Trough cross-bedding, with minor soft-sedimentary deformation, in the St Bees Sandstone Formation, St Bees Head.  The set heights are typically 40 cm.

 

Cartoons illustrating the changes in depositional regimes through Permian and Triassic times in west Cumbria (after Akhurst et al., 1997. The geology of the west Cumbria district. BGS Memoir). Figure 56 in Stone, P, Millward, D, Young, B, Merritt, J W, Clarke, S M, McCormac, M, and Lawrence, D J D. 2010.  British regional geology: Northern England. Fifth edition. Keyworth, Nottingham: British Geological Survey.  Earthwise P916086.

Having outlined the geology of the post-Variscan rocks in Cumbria it is worth briefly mentioning the haematite deposits.  Very few researchers dissent from the view that the iron in these deposits was derived from the Permo-Trias red-bed succession.  Somewhere around 200 million tonnes of haematite was extracted mainly from ore-bodies in Carboniferous limestone but some workings in Lower Palaeozoic rocks contributed to the total.  Probably the best estimate for the age of the mineralization comes from palaeomagnetic studies which places the event in the mid-Triassic.  The best supported ore deposit model proposes that formation waters from the Permo-Triassic red beds in the centre of the Irish Sea Basin migrated to the basin margins to react with Carboniferous carbonate rocks to precipitate the iron.  A key component in the model might be the ultimate origin of the fluids.  It is suggested that they came from organic-rich coal measures which reacted with pore fluids in the red beds allowing them to strip iron from the coatings around grains in the red-bed strata.

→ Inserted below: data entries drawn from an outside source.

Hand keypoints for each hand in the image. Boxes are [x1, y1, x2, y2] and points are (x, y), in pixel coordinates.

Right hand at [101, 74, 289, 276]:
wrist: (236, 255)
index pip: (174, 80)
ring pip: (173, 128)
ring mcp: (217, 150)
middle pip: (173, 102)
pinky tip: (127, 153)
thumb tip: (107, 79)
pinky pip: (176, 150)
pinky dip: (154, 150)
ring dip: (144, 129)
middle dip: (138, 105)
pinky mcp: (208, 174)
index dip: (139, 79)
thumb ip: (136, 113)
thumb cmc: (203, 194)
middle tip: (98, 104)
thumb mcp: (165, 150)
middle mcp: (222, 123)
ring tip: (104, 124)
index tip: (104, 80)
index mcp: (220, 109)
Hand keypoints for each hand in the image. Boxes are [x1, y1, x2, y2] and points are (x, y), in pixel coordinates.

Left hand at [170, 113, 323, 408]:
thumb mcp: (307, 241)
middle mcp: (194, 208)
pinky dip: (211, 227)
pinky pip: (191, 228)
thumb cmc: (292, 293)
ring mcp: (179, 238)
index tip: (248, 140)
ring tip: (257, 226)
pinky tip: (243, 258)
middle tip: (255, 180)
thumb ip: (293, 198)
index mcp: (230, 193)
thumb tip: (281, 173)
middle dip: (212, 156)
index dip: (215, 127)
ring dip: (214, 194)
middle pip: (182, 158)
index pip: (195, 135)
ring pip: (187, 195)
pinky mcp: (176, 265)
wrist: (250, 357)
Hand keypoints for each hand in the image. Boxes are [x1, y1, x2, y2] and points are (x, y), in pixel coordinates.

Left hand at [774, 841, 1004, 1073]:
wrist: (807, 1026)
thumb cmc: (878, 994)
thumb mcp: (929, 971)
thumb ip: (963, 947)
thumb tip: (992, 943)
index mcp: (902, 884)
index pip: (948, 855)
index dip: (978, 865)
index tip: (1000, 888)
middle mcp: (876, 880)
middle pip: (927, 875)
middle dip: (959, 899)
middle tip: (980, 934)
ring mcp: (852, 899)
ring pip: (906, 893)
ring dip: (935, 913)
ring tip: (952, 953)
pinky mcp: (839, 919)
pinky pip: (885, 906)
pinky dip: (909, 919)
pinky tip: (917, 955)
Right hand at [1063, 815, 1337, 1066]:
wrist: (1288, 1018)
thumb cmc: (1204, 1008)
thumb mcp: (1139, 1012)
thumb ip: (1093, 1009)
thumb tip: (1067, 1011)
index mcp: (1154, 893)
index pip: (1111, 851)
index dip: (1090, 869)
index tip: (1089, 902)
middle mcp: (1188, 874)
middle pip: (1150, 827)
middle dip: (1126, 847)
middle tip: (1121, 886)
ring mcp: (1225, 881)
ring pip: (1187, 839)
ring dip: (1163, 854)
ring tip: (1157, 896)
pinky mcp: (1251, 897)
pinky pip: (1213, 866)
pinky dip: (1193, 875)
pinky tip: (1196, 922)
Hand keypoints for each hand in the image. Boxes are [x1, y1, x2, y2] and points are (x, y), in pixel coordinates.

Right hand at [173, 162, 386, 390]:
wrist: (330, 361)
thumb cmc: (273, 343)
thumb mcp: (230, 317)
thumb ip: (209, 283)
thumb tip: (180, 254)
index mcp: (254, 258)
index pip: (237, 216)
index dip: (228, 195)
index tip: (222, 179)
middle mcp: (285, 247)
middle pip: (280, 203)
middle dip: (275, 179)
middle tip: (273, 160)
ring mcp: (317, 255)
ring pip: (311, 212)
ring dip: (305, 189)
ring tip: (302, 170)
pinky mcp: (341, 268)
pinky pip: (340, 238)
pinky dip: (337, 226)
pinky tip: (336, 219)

Building stone from Borrowdale Volcanic Group rocks in Grasmere with thin veneers of red iron oxides along joints.  The quoins are free of this overprint and display stratification along cleavage planes and joints.  Graded bedding in the quoins suggests a lacustrine origin.

Red is a fairly common component of names on Lake District maps [Red Screes +, Redacre Gill, Red Tarn +, Red Pike, Red Crags, Red Tarn Moss, Far Ruddy Beck, Near Ruddy Beck].  These place names draw attention to some of the areas reddened by iron-rich solutions that were introduced into the Lower Palaeozoic Inlier whilst the haematite deposits of places like Millom were being formed.  Some of this mineralization in the basement was economic e.g. in Wasdale Granite at Nab Gill and in Skiddaw Group rocks at Keltonfell Top.  Almost every Acadian fault, and earlier faults reactivated in this event, has had iron oxides introduced.  Rocks are rarely penetrated by iron in these settings which typically is seen as thin veneers on fracture surfaces which adds an extra dimension to buildings made mainly from Borrowdale Volcanic Group rocks.  Many screes are also notable for their red colour not just the named Red Screes.  Such screes are sourced in fractured rock that have been reddened.  

Red screes around Great Gable are sourced in fractured rock stained by iron oxides introduced in the mid-Triassic into the Borrowdale volcanic rocks at the same time as the haematite ore bodies were forming in places like Millom.